Qui il messianico più che essere legato all’utopia, sembra descrivere la condizione dell’atopia: “impossibilità di essere in un posto, impossibilità fondamentale di trovare una dimora” (p.201); “non dire mai che sei arrivato: sei ovunque un viaggiatore in transito” (E. Jabes).
Non c’è fine all’attesa del messia. Anzi: “il messia è fatto per non venire … e nondimeno è atteso (…). Essere nel tempo messianico e preservare la propria dimensione messianica, significa mettersi in sospeso, diventare domanda ed essere nell’impossibilità di dire l’ultima parola” (379s).
Un testo di Gershom Scholem riassume bene – mi sembra – questa comprensione del messianico:
“Vivere nella speranza è certamente qualcosa di grande, ma anche qualcosa di profondamente irreale. Vivere nella speranza toglie peso specifico alla persona, che non potrà mai realizzarsi perché lo scacco, la costante incompiutezza delle sue intraprese, svaluta proprio ciò che costituisce il suo valore centrale. L’idea messianica ha fatto della vita ebraica una vita in condizioni di rinvio, nella quale nulla può essere fatto e compiuto in forma definitiva. Si potrebbe dire che l’idea messianica è l’idea antiesistenzialistica per eccellenza. A ben intendere, quel concreto che potrebbe essere portato a pieno compimento da una natura non redenta, non esiste nemmeno. In tutto ciò sta indubbiamente la grandezza del messianismo, ma anche la sua costitutiva debolezza. La cosiddetta ‘esistenza’ ebraica implica in sé una tensione che in verità non può mai scaricarsi, un fuoco che arde, ma non si consuma. E ogni qualvolta, nella nostra storia, quella tensione si allenta, viene allora screditata o, più esattamente, smascherata come ‘pseudomessianismo’: una stolta espressione” (G. Scholem, Concetti fondamentali dell’ebraismo, Marietti 1986).

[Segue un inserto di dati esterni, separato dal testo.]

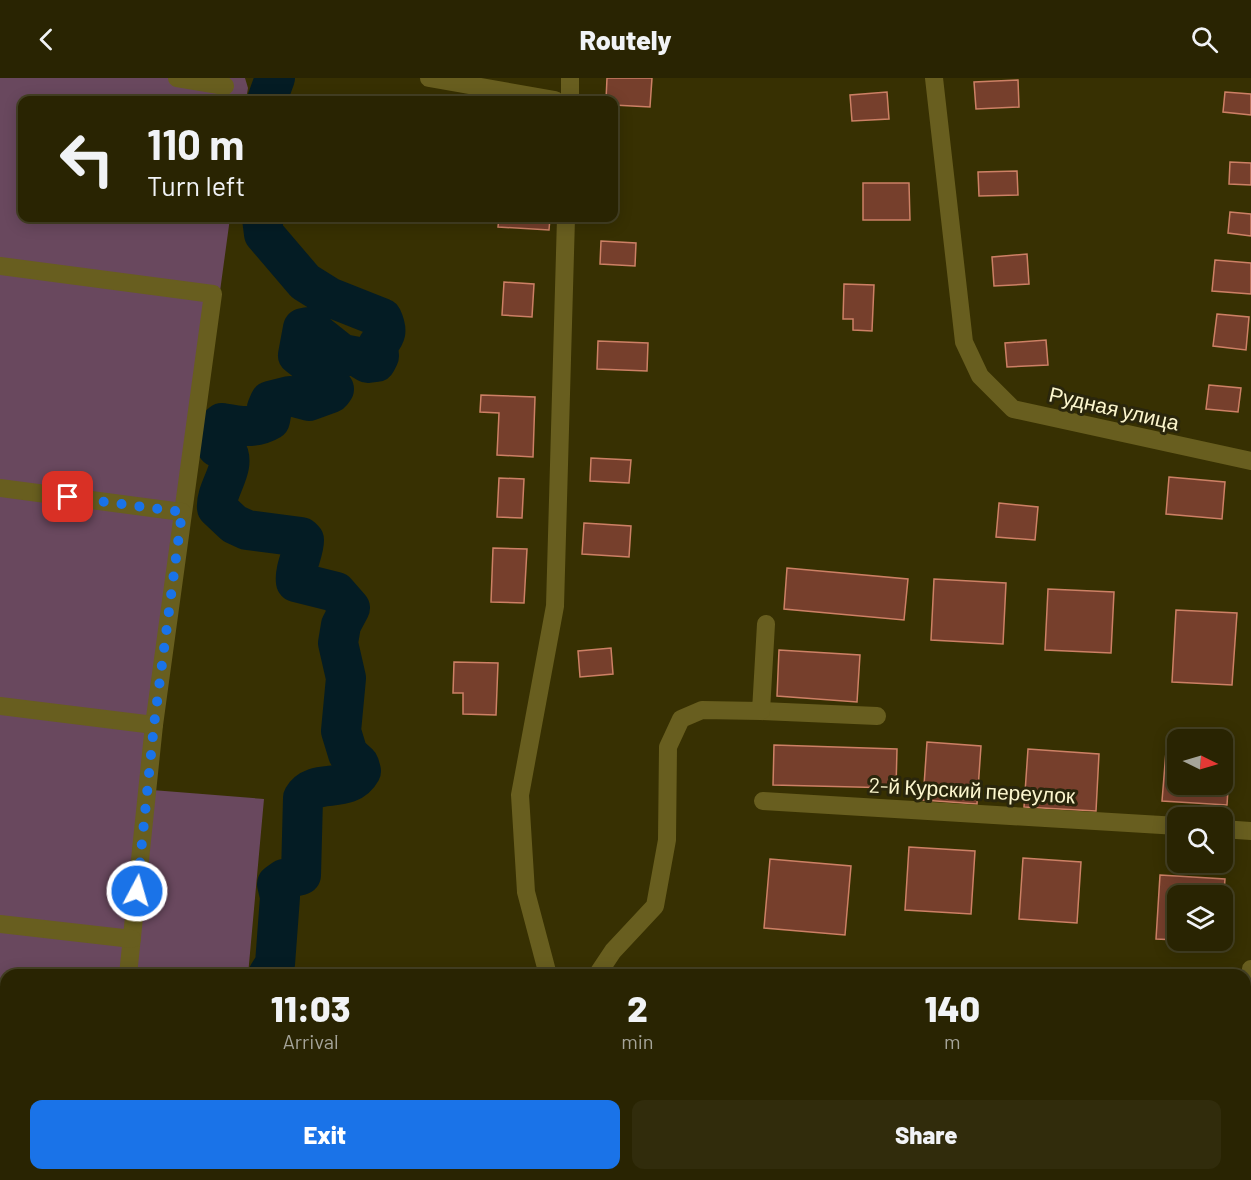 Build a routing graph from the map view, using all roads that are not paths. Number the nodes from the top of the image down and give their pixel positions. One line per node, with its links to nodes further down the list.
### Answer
1 (177, 78): 5 (street)
2 (429, 78): 6 (street)
3 (570, 78): 7 (street)
4 (934, 78): 10 (street, Рудная улица)
5 (225, 86)
6 (532, 96)
7 (570, 96)
8 (566, 222): 25 (street)
9 (0, 266): 12 (street)
10 (1251, 461)
11 (0, 488): 12 (street)
12 (182, 512): 17 (street)
13 (766, 624): 15 (street)
14 (0, 706): 17 (street)
15 (761, 711): 16 (street); 26 (street)
16 (877, 716)
17 (154, 725): 23 (street)
18 (763, 801): 19 (street, 2-й Курский переулок)
19 (1167, 825)
20 (1233, 830): 21 (street)
21 (1251, 831)
22 (0, 924): 23 (street)
23 (132, 939): 24 (street)
24 (129, 969)
25 (546, 969)
26 (601, 969)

Un passo indietro rispetto all’istanza marxista di legare l’utopia astratta alla concretezza, di innervare la storia di dinamismo progettuale e di zavorrare l’utopia col piombo della condizione materiale? Per E. Bloch la forza del marxismo sta proprio nel miscelare la “corrente calda” delle aspirazioni umane con la “corrente fredda” del realismo e dell’analisi del presente. E tuttavia, lo stesso Bloch denuncia narrativamente lo scacco rispetto alle intenzioni: “si raccontava che un cane e un cavallo fossero diventati amici. Il cane metteva da parte le ossa migliori per il cavallo, e questi gli forniva le più fragranti balle di fieno. L’uno voleva fare del suo meglio per l’altro e finì che nessuno si saziò” (E. Bloch, Tracce, Coliseum, Milano 1989).
La tensione messianica non è insoddisfazione a buon mercato, cattivo idealismo che giustifica il disimpegno. Al contrario è fonte di passione storica che sa che “ogni sogno resta sogno perché troppo poco ancora gli è riuscito, si è compiuto. Perciò esso non può dimenticare ciò che resta, in tutte le cose mantiene le porte aperte” (E. Bloch, Il principio Speranza, cit. 390).
Kafka diceva: “il messia non arriva il giorno della sua venuta, ma soltanto il giorno dopo”!